Th. Pray what other accommodation hath

she?

Ar. She has fish and flesh in abundance, viz. oysters, cockles, muscles, crabs, crawfish, lobsters, soles, plaice, turbet, thornback, cod, keeling, haddock, mackrel, herring, &c. Then there's salmon, trout, pike, perch, eel, &c. but their flesh are beeves, veals, porks, veneson, kid, mutton, lamb, &c. And their fowl are eagles, sig. nets, hawks, geese, gossander, duck and mallard, teal, widgeon, cock, pidgeon, heath-game, moorfowl, curlue, partridg, pheasant, plover grey and green, and many more that I cannot remember. So great is their plenty and variety, that did not the popularity in Edinburgh render things more chargeable than other parts more remote up the country, a man might live almost without expense. And now we relinquish the flourishing ports of Leith, whose foundations are daily saluted by the ocean. O how sweetly the weather smiles, the horizon looks clear, the sky is serene, and the birds you may see them beat the ambient air with their tunable notes. Come, Theophilus, let us mount our horses, and lift up your eyes to behold those lofty imbellishments of Edinburgh.

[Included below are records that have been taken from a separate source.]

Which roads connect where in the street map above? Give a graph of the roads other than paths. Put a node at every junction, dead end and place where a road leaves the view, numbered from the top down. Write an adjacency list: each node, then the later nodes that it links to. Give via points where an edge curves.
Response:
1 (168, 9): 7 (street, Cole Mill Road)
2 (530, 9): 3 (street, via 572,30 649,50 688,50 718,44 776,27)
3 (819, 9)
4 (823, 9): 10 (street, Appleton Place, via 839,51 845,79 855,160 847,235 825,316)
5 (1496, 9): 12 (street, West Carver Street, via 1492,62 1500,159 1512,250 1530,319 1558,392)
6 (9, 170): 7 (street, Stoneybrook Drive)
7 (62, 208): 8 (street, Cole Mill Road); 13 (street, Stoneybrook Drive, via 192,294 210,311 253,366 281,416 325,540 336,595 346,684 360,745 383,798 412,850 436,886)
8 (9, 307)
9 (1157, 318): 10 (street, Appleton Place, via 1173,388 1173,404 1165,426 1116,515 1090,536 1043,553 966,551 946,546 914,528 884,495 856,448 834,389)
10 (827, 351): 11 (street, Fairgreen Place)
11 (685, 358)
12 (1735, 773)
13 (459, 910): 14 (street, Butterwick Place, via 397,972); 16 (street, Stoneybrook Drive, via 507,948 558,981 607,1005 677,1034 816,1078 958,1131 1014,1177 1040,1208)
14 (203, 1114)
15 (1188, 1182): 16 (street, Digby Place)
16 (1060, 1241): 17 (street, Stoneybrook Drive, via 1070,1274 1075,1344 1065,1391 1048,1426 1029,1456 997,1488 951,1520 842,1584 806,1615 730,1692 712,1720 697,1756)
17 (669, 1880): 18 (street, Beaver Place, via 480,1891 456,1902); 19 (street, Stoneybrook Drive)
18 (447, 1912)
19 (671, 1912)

Th. They are obvious enough, half an eye may see them.

Ar. Welcome to these elevated ports, the princely court of famous Edinburgh. This city stands upon a mighty scopulous mountain, whose foundations are cemented with mortar and stone; where the bulk of her lofty buildings represent it a rock at a reasonable distance, fronting the approaching sun; whose elevations are seven or eight stories high, mounted aloft in the ambient air. But the length, as I take it, exceeds not one mile, and the breadth on't measures little more than half a mile; nor is there more than one fair street, to my best remembrance. But then it is large and long, and very spacious, whose ports are splendid, so are her well-built houses and Palaces, corresponding very much to compleat it their metropolis.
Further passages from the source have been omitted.